GOAL OF THE EXERCISE.
Skipping the images, transcribe each record below as it is.
━━━ RECORDS TO USE
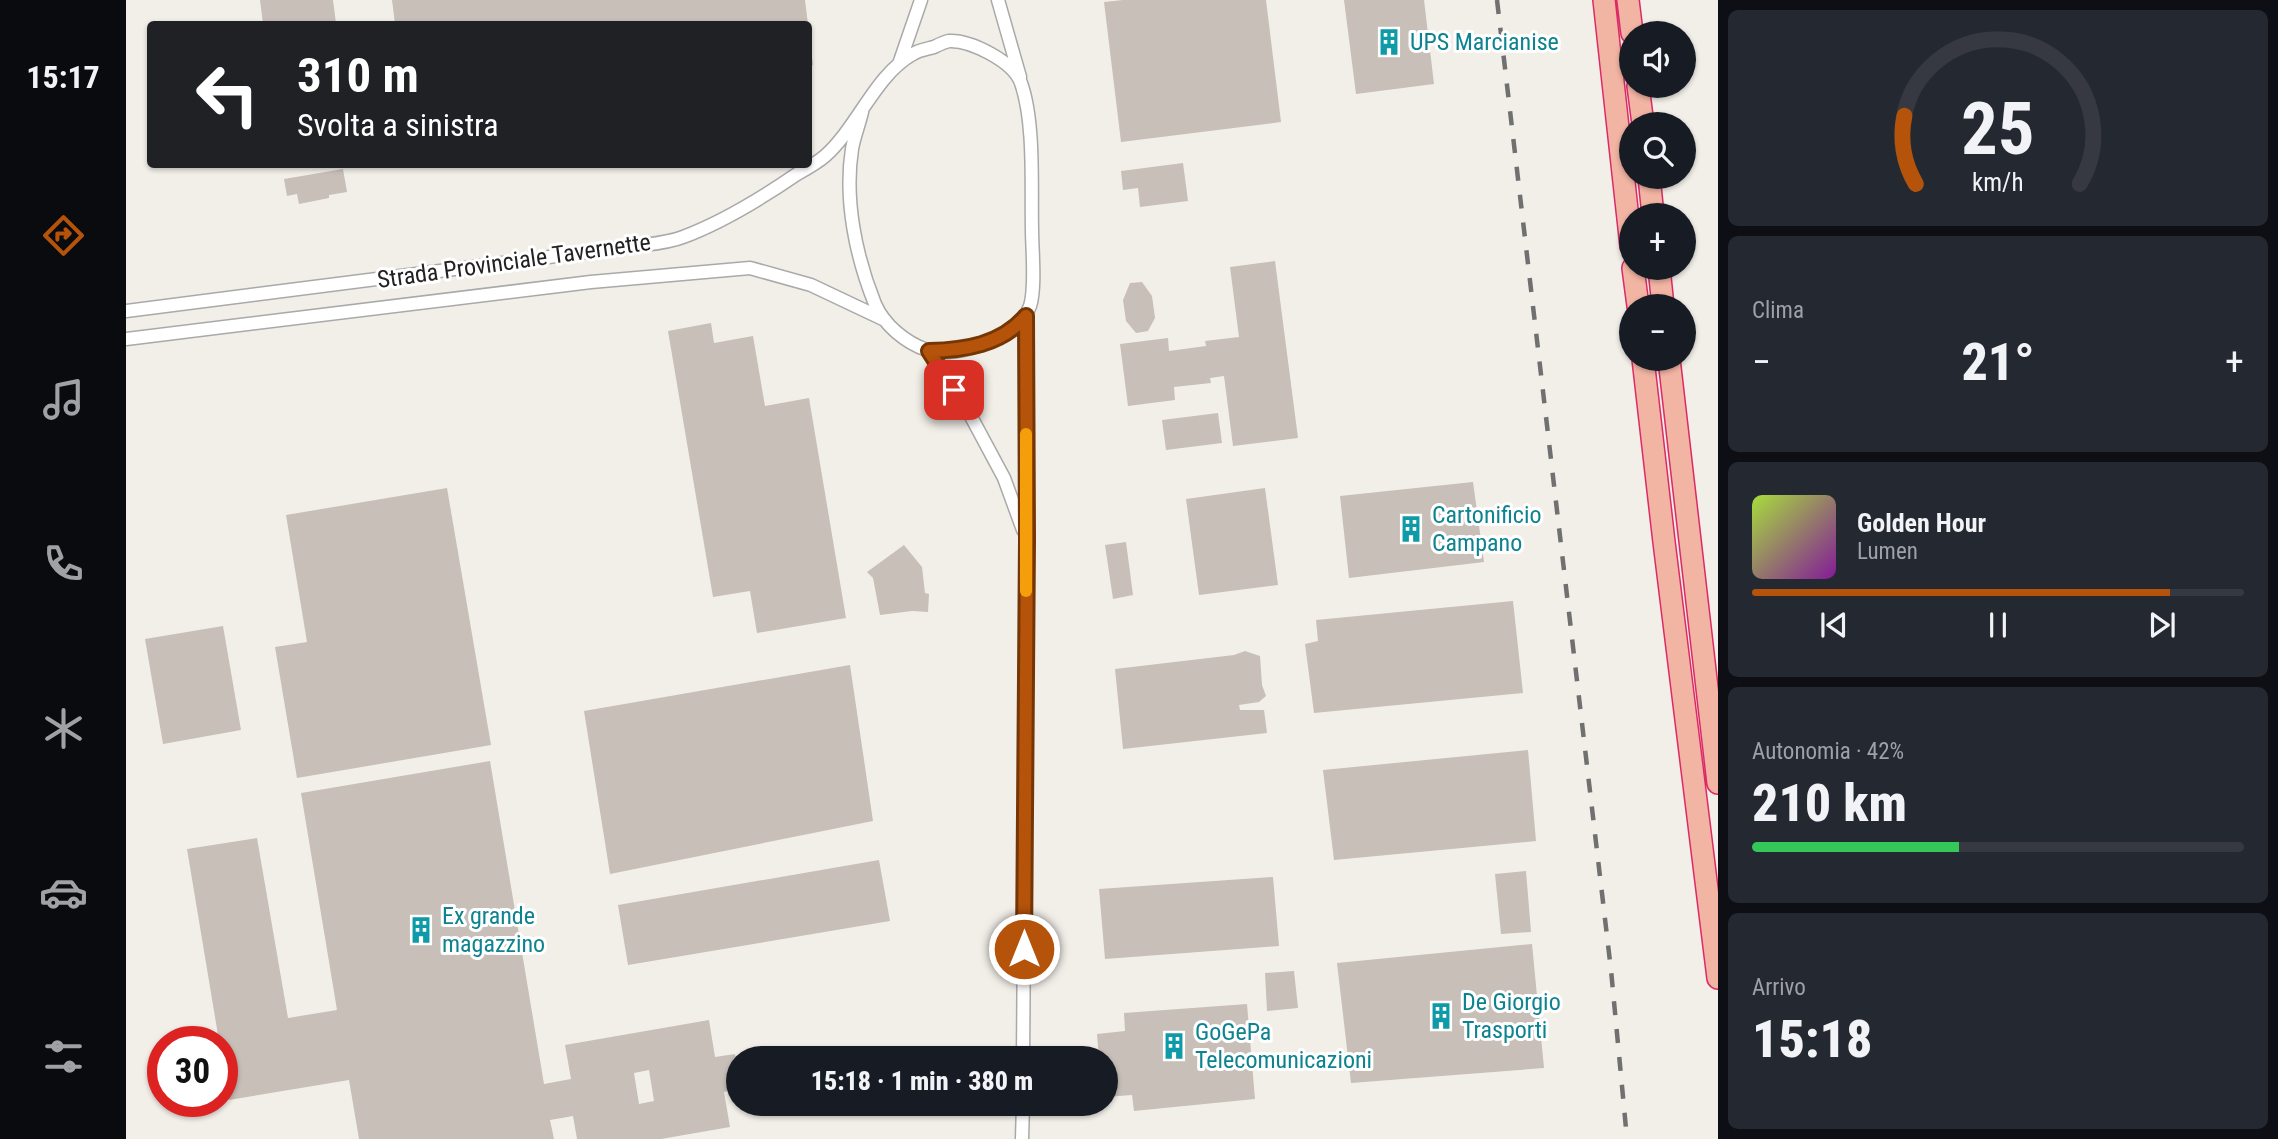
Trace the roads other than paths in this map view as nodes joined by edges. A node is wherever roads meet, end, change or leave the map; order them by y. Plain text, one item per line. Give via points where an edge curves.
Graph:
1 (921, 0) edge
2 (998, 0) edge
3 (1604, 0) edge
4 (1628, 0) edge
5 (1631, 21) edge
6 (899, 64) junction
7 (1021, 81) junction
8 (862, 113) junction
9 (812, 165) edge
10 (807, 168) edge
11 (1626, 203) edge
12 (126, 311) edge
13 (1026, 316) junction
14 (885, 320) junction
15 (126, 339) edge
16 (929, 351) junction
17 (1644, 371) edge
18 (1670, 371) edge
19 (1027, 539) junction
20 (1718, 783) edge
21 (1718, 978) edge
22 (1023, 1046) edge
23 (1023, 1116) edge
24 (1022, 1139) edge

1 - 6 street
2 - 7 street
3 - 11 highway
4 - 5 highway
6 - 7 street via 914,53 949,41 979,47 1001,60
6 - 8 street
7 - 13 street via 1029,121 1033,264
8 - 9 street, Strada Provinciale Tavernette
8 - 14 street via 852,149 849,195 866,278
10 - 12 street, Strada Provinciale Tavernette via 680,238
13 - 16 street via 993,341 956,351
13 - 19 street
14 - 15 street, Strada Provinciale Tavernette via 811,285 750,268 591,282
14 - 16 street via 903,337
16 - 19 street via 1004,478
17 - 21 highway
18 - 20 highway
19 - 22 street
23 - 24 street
━━━━━━
SOLUTION FOR THIS EXERCISE.
Trace the roads other than paths in this map view as nodes joined by edges. A node is wherever roads meet, end, change or leave the map; order them by y. Plain text, one item per line. Give via points where an edge curves.
Graph:
1 (921, 0) edge
2 (998, 0) edge
3 (1604, 0) edge
4 (1628, 0) edge
5 (1631, 21) edge
6 (899, 64) junction
7 (1021, 81) junction
8 (862, 113) junction
9 (812, 165) edge
10 (807, 168) edge
11 (1626, 203) edge
12 (126, 311) edge
13 (1026, 316) junction
14 (885, 320) junction
15 (126, 339) edge
16 (929, 351) junction
17 (1644, 371) edge
18 (1670, 371) edge
19 (1027, 539) junction
20 (1718, 783) edge
21 (1718, 978) edge
22 (1023, 1046) edge
23 (1023, 1116) edge
24 (1022, 1139) edge

1 - 6 street
2 - 7 street
3 - 11 highway
4 - 5 highway
6 - 7 street via 914,53 949,41 979,47 1001,60
6 - 8 street
7 - 13 street via 1029,121 1033,264
8 - 9 street, Strada Provinciale Tavernette
8 - 14 street via 852,149 849,195 866,278
10 - 12 street, Strada Provinciale Tavernette via 680,238
13 - 16 street via 993,341 956,351
13 - 19 street
14 - 15 street, Strada Provinciale Tavernette via 811,285 750,268 591,282
14 - 16 street via 903,337
16 - 19 street via 1004,478
17 - 21 highway
18 - 20 highway
19 - 22 street
23 - 24 street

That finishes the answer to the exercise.